Podem ter acesso a uma habitação municipal todas as famílias que vivam em situações de grave privação e em condições claras de desrespeito pela dignidade da pessoa ou que não possuam recursos suficientes para arrendar ou comprar uma casa no mercado livre.
“Vivem em condições indignas as pessoas que não dispõem de uma habitação adequada, residindo de forma permanente, nomeadamente, em situação de:
a) Precariedade, considerando-se como tais as pessoas em situação de sem-abrigo, (…), bem como os casos de pessoas sem solução habitacional alternativa ao local que usam como residência permanente, nomeadamente quando têm de o desocupar por causa relacionada com a declaração de insolvência de elementos do agregado ou do proprietário do imóvel onde o agregado reside, com situações de violência doméstica, com operações urbanísticas de promoção municipal ou com a não renovação de contrato de arrendamento;
b) Insalubridade e insegurança, nos casos em que a pessoa ou o agregado vive em local, construído ou não, destituído de condições básicas de salubridade, segurança estrutural, estanquidade e higiene ou por ser uma edificação sem condições mínimas de habitabilidade;
c) Sobrelotação, quando, da relação entre a composição do agregado e o número de divisões habitáveis da habitação, esta não dispõe de um número de divisões suficiente, considerando-se suficiente um número correspondente a uma divisão comum e a uma divisão por cada casal, por cada adulto, por cada duas pessoas do mesmo sexo com idades entre os 12 e os 17 anos, por cada pessoa de sexo diferente com idades entre os 12 e os 17 anos e por cada duas pessoas com menos de 12 anos;
d) Inadequação, por incompatibilidade das condições da habitação com características específicas de pessoas que nele habitam, como nos casos de pessoas com incapacidade ou deficiência, em especial quando a habitação:
i) Tem barreiras no acesso ao piso em que se situa; e ou
ii) As medidas dos vãos e áreas interiores impedem uma circulação e uma utilização ajustadas às características específicas das pessoas que nelas residem.

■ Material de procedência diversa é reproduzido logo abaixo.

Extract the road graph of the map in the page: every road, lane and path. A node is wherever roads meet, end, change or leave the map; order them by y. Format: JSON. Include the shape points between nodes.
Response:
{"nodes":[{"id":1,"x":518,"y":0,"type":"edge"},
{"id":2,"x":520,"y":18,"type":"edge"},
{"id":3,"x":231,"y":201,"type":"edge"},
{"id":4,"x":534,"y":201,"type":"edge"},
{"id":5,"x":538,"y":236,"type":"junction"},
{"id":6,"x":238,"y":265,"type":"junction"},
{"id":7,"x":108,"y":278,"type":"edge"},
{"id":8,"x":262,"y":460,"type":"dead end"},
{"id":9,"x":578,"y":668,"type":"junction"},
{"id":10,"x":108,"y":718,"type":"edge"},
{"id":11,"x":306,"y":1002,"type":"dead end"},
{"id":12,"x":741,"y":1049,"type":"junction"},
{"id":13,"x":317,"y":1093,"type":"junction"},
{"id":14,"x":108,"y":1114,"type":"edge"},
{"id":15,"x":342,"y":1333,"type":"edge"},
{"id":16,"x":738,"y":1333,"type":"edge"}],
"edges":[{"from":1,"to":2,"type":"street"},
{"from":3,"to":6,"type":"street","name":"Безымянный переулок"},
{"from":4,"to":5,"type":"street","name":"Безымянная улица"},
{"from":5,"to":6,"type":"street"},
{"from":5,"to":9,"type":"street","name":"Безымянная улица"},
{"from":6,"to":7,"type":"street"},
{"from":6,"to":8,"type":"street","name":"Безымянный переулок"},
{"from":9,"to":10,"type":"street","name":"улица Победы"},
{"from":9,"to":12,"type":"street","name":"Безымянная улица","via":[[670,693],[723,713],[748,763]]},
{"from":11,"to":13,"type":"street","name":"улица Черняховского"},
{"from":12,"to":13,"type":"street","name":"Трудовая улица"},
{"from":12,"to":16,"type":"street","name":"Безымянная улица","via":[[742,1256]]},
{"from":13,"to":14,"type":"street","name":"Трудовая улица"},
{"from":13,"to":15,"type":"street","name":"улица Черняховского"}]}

e) Sobrecarga de custos com a renda ou a prestação mensal do crédito à habitação, quando esta implique uma taxa de esforço superior a 40 % do rendimento médio mensal (…)” - segundo o 1º Direito.
1.ª Etapa:
A primeira fase de um pedido de habitação consiste no preenchimento de um questionário. O Questionário pode ser preenchido em qualquer um dos Gabinetes de Atendimento da Habitação ou, depois de devidamente preenchido, entregue de uma das seguintes formas:
Presencialmente nos gabinetes de atendimento local ou no Departamento de Habitação Municipal, na Av. Rio de Janeiro, 50, em Oeiras.
2.ª Etapa:
É a fase da avaliação da validade do pedido face às regras estabelecidas.
3ª Etapa:
É a fase da confirmação da informação fornecida pelo requerente na 1ª etapa e da obtenção de informação adicional para melhor avaliar o nível de carência habitacional, social e económica do requerente e da sua família.
4ª Etapa:
Dependendo da disponibilidade de habitações municipais para atribuição e do lugar ocupado na lista classificativa, o requerente, beneficiando de um realojamento, passa a situação de arrendatário municipal.